Señor Toda

| miércoles, 19 de noviembre de 2008 | 11:39



Yo no voy a escribir sobre Obama. Es decir, me parece fascinante su triunfo, y que hayamos acabado con ocho años de prehistoria para hacer un poco de historia, y que nos provea de cierta ilusión, y que le quede estupendamente tanto el traje como el chándal, pero después del confeti hay que dejarle que se enfrente con un perfil bajo y mucha tranquilidad a los inmensos problemas que le aguardan. Por tanto, y para paliar las inevitables decepciones futuras, amplificadas por la mercadotecnia del nuevo Camelot de un Kennedy negro que posiblemente acabe como el anterior -el sueño, esperemos que no Obama-, voy a hacer lo que mejor se me da: contar una historia que a lo mejor tiene que ver con el futuro presidente o a lo mejor no, ya veremos.
Un equipo de antropólogos y genetistas ha pasado los últimos diez años estudiando los restos del Príncipe de Viana, muerto en 1461, y enterrado en el Monasterio de Poblet. ¿Su conclusión?: que la momia no corresponde al príncipe, es más, no tienen ni idea de a quién corresponde. Ahora bien, lo verdaderamente cachondo -o macabro- es que se trata de un esqueleto rompecabezas hecho con piezas de tres individuos diferentes. Finalmente, se ha descubierto que un señor llamado Eduard Toda, diplomático, egiptólogo y escritor, decidió allá por los años treinta que la zona necesitaba un mito y se empeñó en armar un cadáver con el cual materializarlo.
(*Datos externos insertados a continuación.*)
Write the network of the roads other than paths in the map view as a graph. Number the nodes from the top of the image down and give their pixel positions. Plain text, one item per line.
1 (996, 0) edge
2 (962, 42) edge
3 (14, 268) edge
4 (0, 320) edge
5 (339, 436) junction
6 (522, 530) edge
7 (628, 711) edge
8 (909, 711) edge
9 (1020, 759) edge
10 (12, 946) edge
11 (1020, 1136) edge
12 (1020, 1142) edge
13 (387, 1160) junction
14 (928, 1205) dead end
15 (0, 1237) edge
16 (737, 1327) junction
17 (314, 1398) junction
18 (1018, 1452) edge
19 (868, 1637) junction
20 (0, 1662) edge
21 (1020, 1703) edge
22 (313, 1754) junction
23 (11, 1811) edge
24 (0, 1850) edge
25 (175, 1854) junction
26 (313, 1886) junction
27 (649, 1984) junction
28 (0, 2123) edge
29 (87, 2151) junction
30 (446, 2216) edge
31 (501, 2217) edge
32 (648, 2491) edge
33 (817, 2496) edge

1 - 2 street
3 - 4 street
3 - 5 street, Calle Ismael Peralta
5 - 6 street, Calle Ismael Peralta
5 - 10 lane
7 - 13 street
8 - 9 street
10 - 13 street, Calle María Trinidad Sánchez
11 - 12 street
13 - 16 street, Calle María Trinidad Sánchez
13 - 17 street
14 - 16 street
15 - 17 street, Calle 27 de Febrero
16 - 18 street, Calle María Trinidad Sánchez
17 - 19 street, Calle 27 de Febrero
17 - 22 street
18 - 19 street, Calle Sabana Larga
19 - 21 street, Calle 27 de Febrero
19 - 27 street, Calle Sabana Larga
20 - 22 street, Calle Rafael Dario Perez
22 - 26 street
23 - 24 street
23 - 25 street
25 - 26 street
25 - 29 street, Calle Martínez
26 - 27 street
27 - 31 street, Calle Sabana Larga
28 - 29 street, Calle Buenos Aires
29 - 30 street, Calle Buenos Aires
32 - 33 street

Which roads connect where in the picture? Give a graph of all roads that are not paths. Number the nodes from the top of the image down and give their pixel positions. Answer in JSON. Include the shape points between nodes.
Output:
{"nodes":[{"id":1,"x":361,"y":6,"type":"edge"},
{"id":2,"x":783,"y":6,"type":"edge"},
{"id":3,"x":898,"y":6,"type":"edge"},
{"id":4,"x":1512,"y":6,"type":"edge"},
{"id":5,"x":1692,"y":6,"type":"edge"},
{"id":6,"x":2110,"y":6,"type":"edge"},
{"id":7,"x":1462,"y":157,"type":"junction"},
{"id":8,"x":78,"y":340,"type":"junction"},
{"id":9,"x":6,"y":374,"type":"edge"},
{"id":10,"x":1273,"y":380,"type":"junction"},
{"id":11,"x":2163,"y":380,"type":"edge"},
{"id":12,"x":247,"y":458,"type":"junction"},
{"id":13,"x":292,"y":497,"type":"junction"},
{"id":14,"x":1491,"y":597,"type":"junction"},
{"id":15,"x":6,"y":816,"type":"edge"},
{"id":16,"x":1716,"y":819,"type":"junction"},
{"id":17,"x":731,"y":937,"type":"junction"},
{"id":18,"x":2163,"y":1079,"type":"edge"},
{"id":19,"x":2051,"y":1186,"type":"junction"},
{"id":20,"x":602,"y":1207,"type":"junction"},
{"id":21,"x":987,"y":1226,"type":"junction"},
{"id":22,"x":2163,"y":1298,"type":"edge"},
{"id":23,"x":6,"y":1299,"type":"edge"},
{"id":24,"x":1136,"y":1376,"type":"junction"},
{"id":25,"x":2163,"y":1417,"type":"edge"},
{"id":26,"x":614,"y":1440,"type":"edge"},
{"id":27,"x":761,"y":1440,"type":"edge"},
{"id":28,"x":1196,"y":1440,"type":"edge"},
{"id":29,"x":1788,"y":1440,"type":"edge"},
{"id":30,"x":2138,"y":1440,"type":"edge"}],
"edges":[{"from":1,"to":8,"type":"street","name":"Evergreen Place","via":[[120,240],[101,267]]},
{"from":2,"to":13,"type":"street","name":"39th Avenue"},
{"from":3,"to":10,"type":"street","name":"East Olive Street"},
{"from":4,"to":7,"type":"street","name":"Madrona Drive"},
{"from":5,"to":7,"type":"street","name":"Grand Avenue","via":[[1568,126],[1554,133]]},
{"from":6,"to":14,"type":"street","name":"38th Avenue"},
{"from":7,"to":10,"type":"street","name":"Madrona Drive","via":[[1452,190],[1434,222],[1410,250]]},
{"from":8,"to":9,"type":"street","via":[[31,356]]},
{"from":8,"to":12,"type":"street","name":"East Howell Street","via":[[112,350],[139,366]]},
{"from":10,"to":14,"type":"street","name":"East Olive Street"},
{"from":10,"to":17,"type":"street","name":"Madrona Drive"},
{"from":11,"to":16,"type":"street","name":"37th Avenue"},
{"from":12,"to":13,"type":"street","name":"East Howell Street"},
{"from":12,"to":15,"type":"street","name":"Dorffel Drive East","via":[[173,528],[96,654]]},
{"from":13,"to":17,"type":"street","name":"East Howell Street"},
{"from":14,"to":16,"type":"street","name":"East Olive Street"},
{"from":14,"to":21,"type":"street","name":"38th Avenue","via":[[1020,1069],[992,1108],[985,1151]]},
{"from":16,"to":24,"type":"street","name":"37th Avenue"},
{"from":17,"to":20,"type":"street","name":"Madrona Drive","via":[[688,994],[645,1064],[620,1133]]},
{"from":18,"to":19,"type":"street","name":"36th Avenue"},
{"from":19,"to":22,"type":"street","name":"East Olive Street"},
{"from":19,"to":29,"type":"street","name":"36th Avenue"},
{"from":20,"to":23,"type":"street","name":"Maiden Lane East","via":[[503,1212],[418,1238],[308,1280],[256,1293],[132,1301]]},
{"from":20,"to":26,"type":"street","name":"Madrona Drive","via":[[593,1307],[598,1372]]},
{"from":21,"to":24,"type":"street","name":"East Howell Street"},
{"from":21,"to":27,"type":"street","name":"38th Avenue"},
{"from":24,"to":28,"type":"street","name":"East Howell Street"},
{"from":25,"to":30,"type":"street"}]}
Y hasta qué punto tenía un perfil claro en su cabeza de cómo debía ser dicho príncipe, que necesitó huesos de tres esqueletos distintos para lograr componer su figura ideal. El inevitable arcano que yo deduzco de estos hechos sería: ¿que hizo el señor Toda con las piezas sobrantes de los esqueletos utilizados? Una vez desensamblados, nada indica que este buen señor no continuase con su carrera de fundamentar mitos, erigir iconos y basar leyendas, y más teniendo en cuenta las necesidades perentorias que tiene toda sociedad. Confiesen, ¿no les entrará a partir de ahora un discreto yuyu cuando vuelvan a visitar su iglesia, sepulcro o lugar histórico preferido? ¿No inquirirán con prudencia si alguien tiene noticias por aquellos lares de un tal don Eduard Toda? Es más, todo maestro suele crear una escuela. ¿No acojona pensar en la cantidad de alumnos armados de cola y serruchos que podrían haber cursado su particular master en construcción de mitos? ¿No da un ligero respingo considerar que si toda identidad o patriotismo o fe se basa en este tipo de ilusiones fundacionales, en su última matrioska cabe siempre la posibilidad de que se esconda un sonriente y aventajado aprendiz del señor Toda?